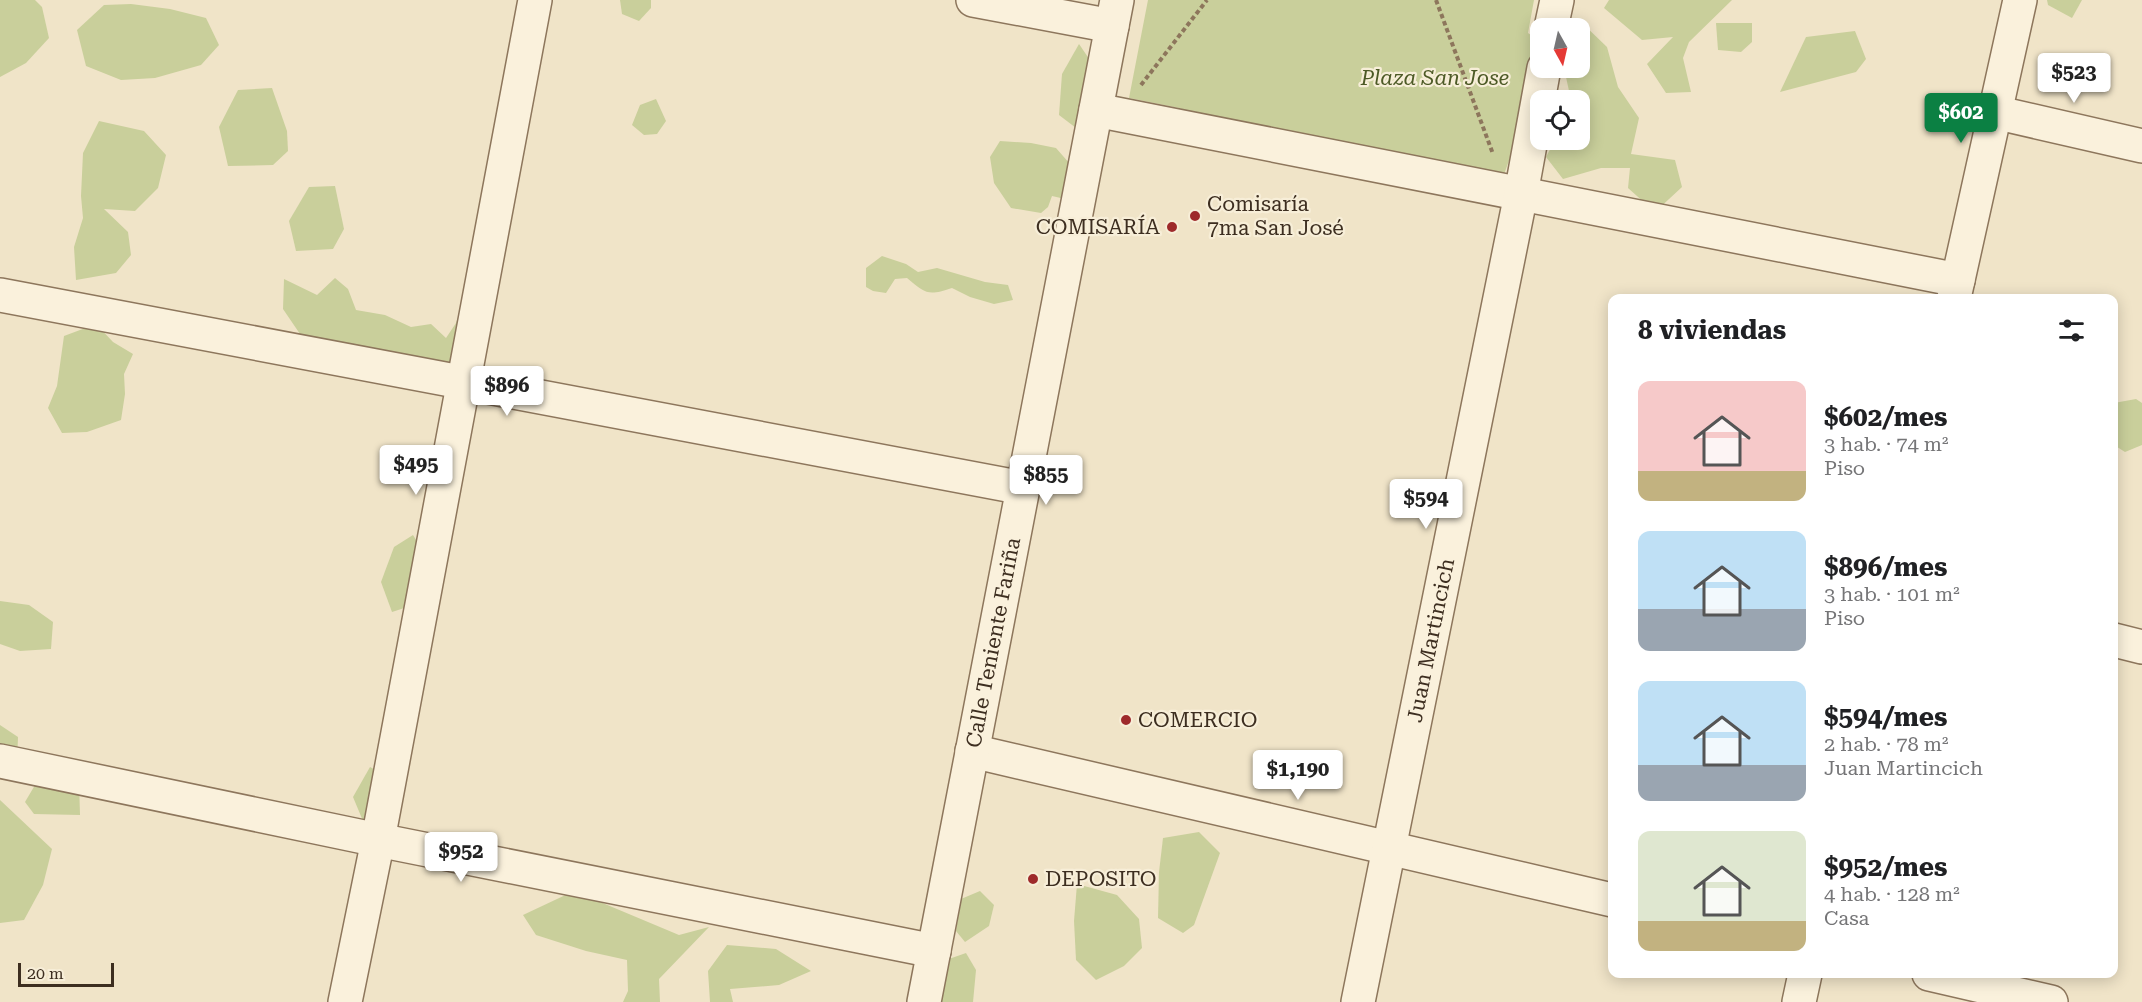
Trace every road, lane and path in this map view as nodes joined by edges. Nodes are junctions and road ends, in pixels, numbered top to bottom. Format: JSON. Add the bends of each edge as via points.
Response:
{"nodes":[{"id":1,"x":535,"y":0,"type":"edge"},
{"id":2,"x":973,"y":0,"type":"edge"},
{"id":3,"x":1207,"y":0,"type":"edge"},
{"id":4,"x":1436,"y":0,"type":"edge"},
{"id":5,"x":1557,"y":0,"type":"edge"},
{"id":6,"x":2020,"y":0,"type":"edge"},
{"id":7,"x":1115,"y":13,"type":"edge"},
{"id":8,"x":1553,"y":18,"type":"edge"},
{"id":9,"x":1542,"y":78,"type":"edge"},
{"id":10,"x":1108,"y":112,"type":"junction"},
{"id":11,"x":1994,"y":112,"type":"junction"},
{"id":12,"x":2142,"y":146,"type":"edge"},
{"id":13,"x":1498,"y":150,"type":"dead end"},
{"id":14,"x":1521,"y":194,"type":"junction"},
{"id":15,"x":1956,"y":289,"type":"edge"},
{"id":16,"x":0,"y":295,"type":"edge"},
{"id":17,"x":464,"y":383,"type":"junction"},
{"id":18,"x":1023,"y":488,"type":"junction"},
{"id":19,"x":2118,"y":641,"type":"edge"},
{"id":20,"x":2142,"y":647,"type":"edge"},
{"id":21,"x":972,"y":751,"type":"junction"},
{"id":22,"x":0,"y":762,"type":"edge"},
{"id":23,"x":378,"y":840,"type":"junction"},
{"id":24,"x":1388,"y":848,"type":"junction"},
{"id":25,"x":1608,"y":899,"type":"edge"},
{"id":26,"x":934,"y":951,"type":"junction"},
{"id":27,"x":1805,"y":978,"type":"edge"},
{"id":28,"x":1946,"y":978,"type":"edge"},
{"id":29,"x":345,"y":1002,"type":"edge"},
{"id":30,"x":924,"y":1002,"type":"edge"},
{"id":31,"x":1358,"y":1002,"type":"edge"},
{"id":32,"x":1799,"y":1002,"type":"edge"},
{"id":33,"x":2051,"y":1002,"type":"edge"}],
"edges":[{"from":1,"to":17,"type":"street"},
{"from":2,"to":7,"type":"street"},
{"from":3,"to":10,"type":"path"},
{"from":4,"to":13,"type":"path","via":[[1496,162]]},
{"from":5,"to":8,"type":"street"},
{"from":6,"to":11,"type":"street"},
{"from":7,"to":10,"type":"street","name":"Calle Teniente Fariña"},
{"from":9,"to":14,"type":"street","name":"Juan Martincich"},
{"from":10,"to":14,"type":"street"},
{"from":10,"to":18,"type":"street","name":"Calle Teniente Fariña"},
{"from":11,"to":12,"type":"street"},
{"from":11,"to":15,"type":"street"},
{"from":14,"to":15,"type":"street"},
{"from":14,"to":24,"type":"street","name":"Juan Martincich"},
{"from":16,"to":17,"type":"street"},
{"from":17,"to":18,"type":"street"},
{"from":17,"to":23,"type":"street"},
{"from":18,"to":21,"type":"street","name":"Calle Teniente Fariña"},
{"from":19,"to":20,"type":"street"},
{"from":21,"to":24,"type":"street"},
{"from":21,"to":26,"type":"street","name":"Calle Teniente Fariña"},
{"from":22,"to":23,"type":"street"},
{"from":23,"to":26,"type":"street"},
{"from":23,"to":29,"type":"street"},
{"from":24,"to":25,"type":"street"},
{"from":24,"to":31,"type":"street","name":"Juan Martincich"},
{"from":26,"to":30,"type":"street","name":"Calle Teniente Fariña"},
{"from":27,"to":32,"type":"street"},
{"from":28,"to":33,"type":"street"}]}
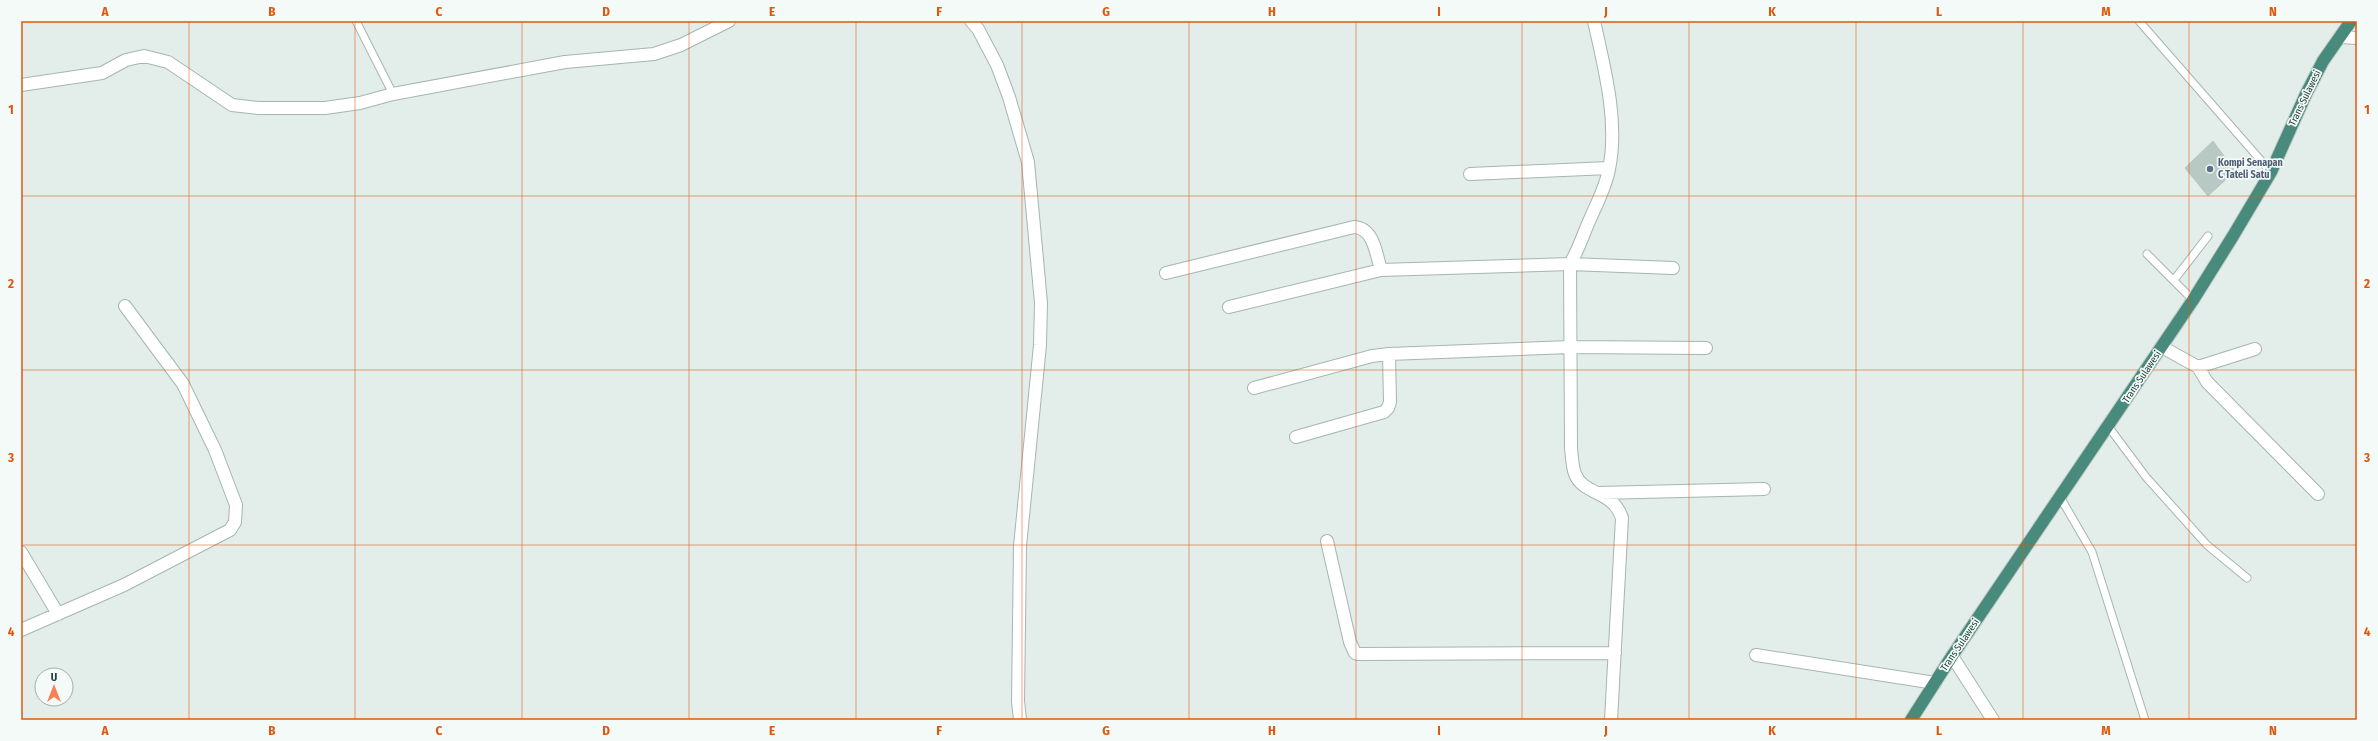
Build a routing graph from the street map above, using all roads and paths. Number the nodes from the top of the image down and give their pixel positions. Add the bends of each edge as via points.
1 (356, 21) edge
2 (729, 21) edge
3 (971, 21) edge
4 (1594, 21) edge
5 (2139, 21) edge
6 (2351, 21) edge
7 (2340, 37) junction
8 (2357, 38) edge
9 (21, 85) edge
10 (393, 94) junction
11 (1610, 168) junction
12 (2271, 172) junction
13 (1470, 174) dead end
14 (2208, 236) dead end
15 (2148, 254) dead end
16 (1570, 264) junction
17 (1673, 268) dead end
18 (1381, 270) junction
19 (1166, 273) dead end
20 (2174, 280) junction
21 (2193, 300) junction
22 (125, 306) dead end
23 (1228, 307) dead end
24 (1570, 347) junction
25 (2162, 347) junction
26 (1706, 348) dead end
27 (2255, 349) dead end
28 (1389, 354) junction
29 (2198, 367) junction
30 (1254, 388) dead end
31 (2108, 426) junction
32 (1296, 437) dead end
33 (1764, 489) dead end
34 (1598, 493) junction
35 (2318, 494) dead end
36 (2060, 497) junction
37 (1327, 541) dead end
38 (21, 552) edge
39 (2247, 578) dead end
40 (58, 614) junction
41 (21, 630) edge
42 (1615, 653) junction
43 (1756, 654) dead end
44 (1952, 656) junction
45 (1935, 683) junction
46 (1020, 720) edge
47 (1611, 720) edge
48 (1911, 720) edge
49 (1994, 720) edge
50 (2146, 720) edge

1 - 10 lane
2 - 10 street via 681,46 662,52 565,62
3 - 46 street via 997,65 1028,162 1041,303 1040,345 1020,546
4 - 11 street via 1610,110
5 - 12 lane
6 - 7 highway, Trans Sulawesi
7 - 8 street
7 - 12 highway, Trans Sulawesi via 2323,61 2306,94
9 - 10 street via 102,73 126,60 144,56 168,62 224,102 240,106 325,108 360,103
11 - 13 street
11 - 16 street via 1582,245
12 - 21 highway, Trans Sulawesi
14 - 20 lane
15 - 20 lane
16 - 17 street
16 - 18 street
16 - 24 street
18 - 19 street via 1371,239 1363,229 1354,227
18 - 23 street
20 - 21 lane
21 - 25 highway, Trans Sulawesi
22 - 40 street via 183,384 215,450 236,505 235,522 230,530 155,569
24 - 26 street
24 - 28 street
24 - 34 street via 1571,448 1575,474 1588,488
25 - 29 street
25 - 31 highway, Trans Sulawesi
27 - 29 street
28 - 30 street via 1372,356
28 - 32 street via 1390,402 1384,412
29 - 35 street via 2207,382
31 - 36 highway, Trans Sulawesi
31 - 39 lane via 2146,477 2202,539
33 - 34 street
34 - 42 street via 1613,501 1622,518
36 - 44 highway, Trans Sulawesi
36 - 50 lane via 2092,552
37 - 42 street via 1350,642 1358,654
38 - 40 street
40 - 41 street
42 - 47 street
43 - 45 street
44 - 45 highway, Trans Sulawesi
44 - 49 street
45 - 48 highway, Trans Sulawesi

+++

What is needed:
In the records above, find each line with the string "Juan" and list it.

Exercise output:
{"from":9,"to":14,"type":"street","name":"Juan Martincich"},
{"from":14,"to":24,"type":"street","name":"Juan Martincich"},
{"from":24,"to":31,"type":"street","name":"Juan Martincich"},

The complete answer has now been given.